The nearest City is Rawatbhata, 7 km from Bhainsror. Distances from other major places are:

| City | km |
|---|---|
| Kota | 50 |
| Bundi | 90 |
| Chittor | 125 |
| Bhilwara | 150 |
| Jaipur | 300 |
| Jodhpur | 425 |
| Indore | 370 |
| Ujjain | 320 |
| New Delhi | 550 |

==History==
Bhainsrorgarh is an impregnable fort, the surrounding region being inhabited from at least the 2nd century BC. The fort was originally built by a Baniya merchant named Bhainsa Sah and a Charan trader called Rora Charan who built it in order to protect their caravans from bandits. The fort owes its name to the conjunction of Bhansa and Rora. It is dramatically positioned between two rivers, the Chambal and Bamani. It had passed through the hands of several clans before becoming the seat of a premier noble of Mewar, the large region around Udaipur and Princely State of the Sisodia clan. It contains five tanks, temples to Devi Bhim Chauri, Shiva, and Ganesh and a palace that is for rent.

A fortified outpost of the kingdom of Mewar that included Chittorgarh and Udaipur, Bhainsrorgarh is located 235 kilometers northeast of Udaipur and 50 kilometers south of Kota and has a remarkable history. Built by Rawat Lal Singh (second son of Rawat Kesri Singh of Salumber), Bhainsrorgarh was granted as a jagir ( fiefdom ) by Maharana Jagat Singh II of Mewar in 1741 A.D.

Bhainsrorgarh held great importance to the Chundawat clan of Sisodia Rajputs, as it was granted to Rao Chunda after he renounced the Mewar throne for his yet to be born younger brother. As the eldest son of Rana Lakha, then ruler of Mewar, Chunda Ji was the heir apparent to the throne of Chittor.
The Chief of Bhainsrorgarh was counted among the 16 first class nobles of Mewar and was conferred the title of Rawat by Maharana of Mewar.
After the great Mughals kings into medieval India, the Turks held it briefly but Banbir, son of Maldeo re-captured it from them in the time of Rana Hamir around AD 1330. When Kunwar Shakti Singh saved his brother Shakti Singh rescues the Rana Pratap from the chasing Mughals in the Battle of Haldighati, the Maharana awarded Bhainsror to Shakta's sons and it became a headquarters of the Shaktawat clan.

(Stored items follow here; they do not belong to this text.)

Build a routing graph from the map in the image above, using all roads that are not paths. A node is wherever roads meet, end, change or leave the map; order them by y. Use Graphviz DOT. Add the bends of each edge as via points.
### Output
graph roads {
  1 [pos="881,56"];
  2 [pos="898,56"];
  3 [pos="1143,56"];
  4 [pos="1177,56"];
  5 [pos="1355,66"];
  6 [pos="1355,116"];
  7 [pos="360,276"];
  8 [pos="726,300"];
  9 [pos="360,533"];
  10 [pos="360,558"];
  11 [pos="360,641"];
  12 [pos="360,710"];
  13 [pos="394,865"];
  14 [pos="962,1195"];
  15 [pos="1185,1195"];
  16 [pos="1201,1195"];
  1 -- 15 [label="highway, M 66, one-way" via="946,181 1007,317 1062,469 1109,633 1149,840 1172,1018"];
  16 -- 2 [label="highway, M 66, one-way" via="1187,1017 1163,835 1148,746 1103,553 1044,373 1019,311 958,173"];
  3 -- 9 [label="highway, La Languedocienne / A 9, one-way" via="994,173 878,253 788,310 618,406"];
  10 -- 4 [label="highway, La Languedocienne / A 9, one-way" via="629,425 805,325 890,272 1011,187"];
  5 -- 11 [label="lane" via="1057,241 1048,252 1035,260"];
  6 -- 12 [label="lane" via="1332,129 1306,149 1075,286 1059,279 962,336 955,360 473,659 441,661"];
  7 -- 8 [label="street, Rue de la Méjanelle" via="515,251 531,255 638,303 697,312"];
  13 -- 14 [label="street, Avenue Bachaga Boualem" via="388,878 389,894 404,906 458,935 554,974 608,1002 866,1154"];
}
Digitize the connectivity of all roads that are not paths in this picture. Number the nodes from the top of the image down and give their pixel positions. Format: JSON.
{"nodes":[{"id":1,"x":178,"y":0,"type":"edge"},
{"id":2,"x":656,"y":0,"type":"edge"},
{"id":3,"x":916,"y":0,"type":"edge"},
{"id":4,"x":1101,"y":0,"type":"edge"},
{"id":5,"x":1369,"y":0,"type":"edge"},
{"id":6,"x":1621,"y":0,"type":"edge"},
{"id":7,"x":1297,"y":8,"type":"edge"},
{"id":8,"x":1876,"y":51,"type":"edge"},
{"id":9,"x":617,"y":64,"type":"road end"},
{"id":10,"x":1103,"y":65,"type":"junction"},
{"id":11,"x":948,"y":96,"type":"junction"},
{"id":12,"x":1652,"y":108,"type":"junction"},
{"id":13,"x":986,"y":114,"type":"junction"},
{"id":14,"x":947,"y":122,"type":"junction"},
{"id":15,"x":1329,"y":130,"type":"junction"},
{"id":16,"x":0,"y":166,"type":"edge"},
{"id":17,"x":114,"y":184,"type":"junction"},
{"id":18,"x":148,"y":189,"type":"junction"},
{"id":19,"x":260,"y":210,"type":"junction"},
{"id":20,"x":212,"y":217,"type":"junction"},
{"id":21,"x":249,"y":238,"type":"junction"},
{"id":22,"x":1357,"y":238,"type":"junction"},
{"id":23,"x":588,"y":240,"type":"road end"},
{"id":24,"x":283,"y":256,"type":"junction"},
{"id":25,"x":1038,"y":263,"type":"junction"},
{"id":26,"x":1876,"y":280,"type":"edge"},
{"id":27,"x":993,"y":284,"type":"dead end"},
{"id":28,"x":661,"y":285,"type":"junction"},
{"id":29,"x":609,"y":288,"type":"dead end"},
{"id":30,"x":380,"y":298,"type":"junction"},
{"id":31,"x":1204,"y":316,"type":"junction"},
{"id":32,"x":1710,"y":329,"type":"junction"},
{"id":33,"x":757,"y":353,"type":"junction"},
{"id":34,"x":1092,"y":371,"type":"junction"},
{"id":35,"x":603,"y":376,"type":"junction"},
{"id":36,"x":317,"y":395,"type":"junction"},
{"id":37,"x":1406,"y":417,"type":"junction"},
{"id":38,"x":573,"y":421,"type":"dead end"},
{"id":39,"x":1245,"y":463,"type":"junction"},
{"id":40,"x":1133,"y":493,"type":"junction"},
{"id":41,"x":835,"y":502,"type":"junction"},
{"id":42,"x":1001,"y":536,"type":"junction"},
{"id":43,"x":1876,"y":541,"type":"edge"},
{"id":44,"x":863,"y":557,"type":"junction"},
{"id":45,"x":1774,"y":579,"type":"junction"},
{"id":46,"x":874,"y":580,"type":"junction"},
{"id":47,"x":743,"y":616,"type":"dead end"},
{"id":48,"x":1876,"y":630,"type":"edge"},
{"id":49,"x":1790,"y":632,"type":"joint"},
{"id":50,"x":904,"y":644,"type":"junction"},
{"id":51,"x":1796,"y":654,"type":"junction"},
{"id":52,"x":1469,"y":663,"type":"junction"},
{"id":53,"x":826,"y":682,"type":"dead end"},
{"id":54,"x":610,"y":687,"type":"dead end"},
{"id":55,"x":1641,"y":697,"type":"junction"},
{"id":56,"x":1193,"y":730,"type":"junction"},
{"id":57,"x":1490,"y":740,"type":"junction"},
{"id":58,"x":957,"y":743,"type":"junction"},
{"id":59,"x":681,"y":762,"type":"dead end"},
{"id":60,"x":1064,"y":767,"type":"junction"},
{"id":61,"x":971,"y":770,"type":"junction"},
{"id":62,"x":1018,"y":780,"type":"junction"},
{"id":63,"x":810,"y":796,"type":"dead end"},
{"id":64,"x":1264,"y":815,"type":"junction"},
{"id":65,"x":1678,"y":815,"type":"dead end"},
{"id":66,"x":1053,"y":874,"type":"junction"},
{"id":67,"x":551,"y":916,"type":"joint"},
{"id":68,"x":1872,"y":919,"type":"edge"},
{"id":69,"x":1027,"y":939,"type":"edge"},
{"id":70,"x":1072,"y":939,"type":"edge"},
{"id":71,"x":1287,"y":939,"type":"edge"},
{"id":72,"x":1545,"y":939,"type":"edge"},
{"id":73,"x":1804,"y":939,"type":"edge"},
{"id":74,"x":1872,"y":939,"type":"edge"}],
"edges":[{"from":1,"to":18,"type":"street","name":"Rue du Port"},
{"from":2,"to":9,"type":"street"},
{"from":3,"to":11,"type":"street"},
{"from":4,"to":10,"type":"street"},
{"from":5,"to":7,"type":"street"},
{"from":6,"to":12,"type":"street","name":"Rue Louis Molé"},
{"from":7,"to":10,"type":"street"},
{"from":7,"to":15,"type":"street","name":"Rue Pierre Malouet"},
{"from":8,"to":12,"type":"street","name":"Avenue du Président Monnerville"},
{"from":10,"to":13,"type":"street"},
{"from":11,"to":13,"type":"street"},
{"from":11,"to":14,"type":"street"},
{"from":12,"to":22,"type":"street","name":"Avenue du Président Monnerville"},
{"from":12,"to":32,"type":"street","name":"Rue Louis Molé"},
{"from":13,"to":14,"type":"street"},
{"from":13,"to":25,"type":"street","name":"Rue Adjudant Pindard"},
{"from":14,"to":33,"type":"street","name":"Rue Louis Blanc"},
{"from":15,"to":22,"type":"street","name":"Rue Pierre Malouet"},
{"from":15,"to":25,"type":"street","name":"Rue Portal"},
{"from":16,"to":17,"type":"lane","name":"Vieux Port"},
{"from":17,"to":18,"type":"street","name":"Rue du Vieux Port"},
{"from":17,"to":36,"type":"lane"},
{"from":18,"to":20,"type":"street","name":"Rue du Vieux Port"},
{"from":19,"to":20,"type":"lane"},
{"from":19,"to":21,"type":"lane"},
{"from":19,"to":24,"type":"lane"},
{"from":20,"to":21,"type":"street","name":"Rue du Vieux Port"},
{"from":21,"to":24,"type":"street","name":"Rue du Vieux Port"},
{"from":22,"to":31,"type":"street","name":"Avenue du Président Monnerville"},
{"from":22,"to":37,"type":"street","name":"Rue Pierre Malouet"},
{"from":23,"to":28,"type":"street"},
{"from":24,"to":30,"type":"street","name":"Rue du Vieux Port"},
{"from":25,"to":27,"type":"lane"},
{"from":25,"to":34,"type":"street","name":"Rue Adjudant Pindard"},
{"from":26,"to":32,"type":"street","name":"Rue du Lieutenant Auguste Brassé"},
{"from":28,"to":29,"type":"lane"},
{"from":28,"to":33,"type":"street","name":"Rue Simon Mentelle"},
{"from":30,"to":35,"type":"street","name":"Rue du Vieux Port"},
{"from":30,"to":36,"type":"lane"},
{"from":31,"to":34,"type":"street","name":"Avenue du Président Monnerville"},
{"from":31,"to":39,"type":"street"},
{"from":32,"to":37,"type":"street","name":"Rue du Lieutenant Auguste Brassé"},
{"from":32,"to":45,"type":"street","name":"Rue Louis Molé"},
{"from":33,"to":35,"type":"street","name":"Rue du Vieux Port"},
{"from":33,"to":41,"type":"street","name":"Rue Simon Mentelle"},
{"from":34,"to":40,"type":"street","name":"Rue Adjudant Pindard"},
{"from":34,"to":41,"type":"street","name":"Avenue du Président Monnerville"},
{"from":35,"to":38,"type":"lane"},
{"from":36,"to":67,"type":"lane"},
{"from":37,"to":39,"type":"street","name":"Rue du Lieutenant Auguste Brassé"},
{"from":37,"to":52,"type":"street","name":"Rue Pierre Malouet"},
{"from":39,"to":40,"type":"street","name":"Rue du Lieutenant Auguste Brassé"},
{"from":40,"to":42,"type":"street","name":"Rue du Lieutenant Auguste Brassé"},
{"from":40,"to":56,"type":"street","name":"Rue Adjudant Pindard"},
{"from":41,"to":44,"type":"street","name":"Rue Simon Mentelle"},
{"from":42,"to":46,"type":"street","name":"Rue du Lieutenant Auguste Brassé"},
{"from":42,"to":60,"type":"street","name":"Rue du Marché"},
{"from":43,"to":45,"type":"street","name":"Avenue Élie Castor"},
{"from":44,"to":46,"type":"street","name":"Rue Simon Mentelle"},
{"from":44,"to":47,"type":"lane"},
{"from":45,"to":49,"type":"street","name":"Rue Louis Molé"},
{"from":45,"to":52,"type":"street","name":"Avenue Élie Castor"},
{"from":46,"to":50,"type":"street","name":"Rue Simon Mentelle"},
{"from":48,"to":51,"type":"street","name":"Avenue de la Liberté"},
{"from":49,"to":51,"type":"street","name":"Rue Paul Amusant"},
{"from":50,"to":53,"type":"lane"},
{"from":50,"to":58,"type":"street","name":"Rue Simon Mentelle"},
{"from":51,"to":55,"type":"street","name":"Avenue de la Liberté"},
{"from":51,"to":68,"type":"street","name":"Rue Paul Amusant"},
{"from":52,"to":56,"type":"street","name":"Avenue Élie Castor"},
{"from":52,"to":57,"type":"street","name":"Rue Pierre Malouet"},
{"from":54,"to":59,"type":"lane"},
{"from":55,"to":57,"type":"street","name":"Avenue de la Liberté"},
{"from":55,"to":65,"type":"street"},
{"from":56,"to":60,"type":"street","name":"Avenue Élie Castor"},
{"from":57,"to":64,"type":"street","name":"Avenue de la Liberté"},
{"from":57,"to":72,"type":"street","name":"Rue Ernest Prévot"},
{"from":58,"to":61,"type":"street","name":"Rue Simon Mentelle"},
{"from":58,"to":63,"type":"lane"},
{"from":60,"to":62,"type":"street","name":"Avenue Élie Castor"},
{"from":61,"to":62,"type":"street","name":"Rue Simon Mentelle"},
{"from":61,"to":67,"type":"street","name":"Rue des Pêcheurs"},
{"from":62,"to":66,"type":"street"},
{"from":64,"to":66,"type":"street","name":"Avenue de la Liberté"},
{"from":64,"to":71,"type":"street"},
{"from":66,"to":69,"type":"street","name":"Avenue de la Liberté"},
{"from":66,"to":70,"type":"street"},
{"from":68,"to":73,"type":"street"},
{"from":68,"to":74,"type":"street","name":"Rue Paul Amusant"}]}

Around 1741, Bhainsror was awarded to Rawat Lal Singh for killing an enemy of the Maharana Jagat Singh II of Udaipur.

The present fort is around 260 years old and was built in the 1740s. Bhainsrorgarh fort has now been converted into a luxury heritage hotel run by the erstwhile royal family and is a very popular tourist spot for tourists from all around the world.

==Architecture==
Several excellent idols (sculptures) are mentioned in old architectural texts as being here but they may have been sent to museums. One, a sleeping Vishnu, was considered by an early British archaeologist to be the most beautiful of all Hindu sculptures.